#### Problem to work on
The records below are to be set down again exactly, with the pictures left out.

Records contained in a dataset
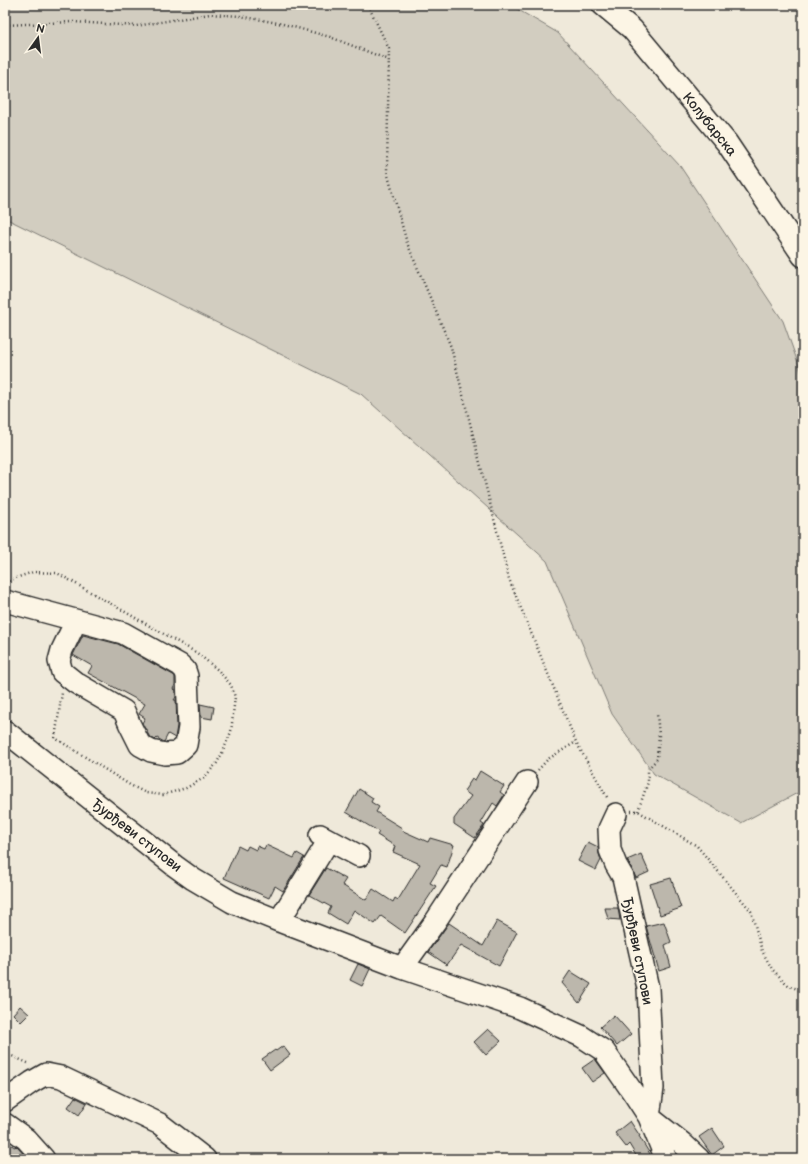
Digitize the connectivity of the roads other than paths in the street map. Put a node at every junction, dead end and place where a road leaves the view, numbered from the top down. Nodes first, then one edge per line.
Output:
1 (603, 5) edge
2 (803, 256) edge
3 (5, 601) edge
4 (76, 621) junction
5 (5, 731) edge
6 (527, 782) road end
7 (616, 814) road end
8 (359, 856) dead end
9 (279, 921) junction
10 (402, 968) junction
11 (5, 1101) edge
12 (649, 1117) junction
13 (5, 1124) edge
14 (44, 1159) edge
15 (205, 1159) edge
16 (666, 1159) edge
17 (699, 1159) edge

1 - 2 street, Колубарска
3 - 4 street
4 - 4 street
5 - 9 street, Ђурђеви ступови
6 - 10 street
7 - 12 street, Ђурђеви ступови
8 - 9 street
9 - 10 street, Ђурђеви ступови
10 - 12 street, Ђурђеви ступови
11 - 15 street
12 - 16 street, Ђурђеви ступови
12 - 17 street
13 - 14 street

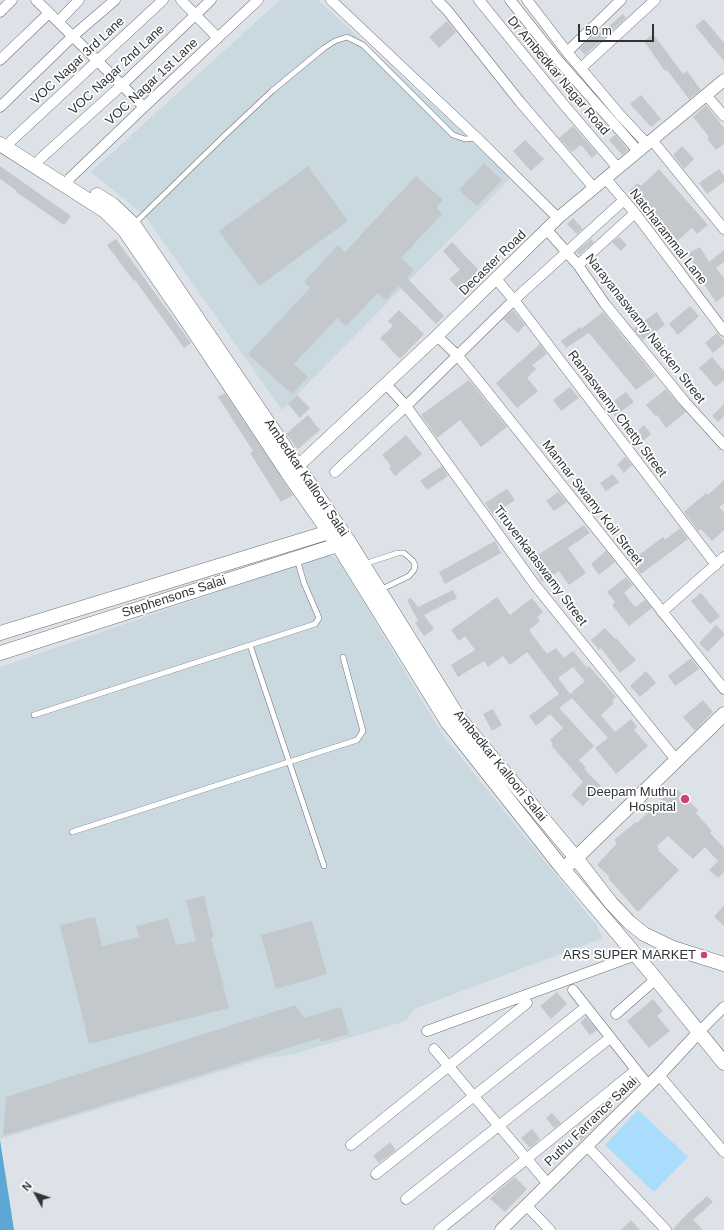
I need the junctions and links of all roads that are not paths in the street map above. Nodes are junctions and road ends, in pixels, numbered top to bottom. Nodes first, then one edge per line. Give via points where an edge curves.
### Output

#### Expected answer
Digitize the connectivity of the roads other than paths in the street map. Put a node at every junction, dead end and place where a road leaves the view, numbered from the top down. Nodes first, then one edge per line.
Output:
1 (603, 5) edge
2 (803, 256) edge
3 (5, 601) edge
4 (76, 621) junction
5 (5, 731) edge
6 (527, 782) road end
7 (616, 814) road end
8 (359, 856) dead end
9 (279, 921) junction
10 (402, 968) junction
11 (5, 1101) edge
12 (649, 1117) junction
13 (5, 1124) edge
14 (44, 1159) edge
15 (205, 1159) edge
16 (666, 1159) edge
17 (699, 1159) edge

1 - 2 street, Колубарска
3 - 4 street
4 - 4 street
5 - 9 street, Ђурђеви ступови
6 - 10 street
7 - 12 street, Ђурђеви ступови
8 - 9 street
9 - 10 street, Ђурђеви ступови
10 - 12 street, Ђурђеви ступови
11 - 15 street
12 - 16 street, Ђурђеви ступови
12 - 17 street
13 - 14 street

I need the junctions and links of all roads that are not paths in the street map above. Nodes are junctions and road ends, in pixels, numbered top to bottom. Nodes first, then one edge per line. Give via points where an edge curves.
### Output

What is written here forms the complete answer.